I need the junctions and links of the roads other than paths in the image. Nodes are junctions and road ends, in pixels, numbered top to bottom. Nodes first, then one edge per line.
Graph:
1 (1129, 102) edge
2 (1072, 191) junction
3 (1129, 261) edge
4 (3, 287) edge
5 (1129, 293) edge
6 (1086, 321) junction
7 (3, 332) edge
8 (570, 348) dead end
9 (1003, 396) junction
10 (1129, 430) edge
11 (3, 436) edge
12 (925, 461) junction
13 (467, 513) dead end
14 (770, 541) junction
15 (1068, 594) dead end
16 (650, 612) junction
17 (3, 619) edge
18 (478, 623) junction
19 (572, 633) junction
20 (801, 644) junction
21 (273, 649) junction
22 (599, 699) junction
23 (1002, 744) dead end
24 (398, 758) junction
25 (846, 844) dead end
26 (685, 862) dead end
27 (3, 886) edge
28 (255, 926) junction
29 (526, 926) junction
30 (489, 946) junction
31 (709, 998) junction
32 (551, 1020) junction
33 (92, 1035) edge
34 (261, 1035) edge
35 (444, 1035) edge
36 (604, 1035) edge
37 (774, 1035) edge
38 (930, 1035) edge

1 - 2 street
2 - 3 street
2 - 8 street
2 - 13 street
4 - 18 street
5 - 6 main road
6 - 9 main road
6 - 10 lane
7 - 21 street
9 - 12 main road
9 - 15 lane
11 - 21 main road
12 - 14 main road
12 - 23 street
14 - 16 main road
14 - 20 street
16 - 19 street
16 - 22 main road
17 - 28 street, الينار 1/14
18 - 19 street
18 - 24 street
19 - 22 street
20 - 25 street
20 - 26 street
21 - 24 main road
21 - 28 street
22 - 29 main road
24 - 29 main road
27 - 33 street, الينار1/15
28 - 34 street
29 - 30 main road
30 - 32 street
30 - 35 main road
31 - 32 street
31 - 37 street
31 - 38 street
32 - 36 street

....

Aim of the exercise ->
Each line of the entries that contains the word "main" should be listed.

Output of the exercise ->
5 - 6 main road
6 - 9 main road
9 - 12 main road
11 - 21 main road
12 - 14 main road
14 - 16 main road
16 - 22 main road
21 - 24 main road
22 - 29 main road
24 - 29 main road
29 - 30 main road
30 - 35 main road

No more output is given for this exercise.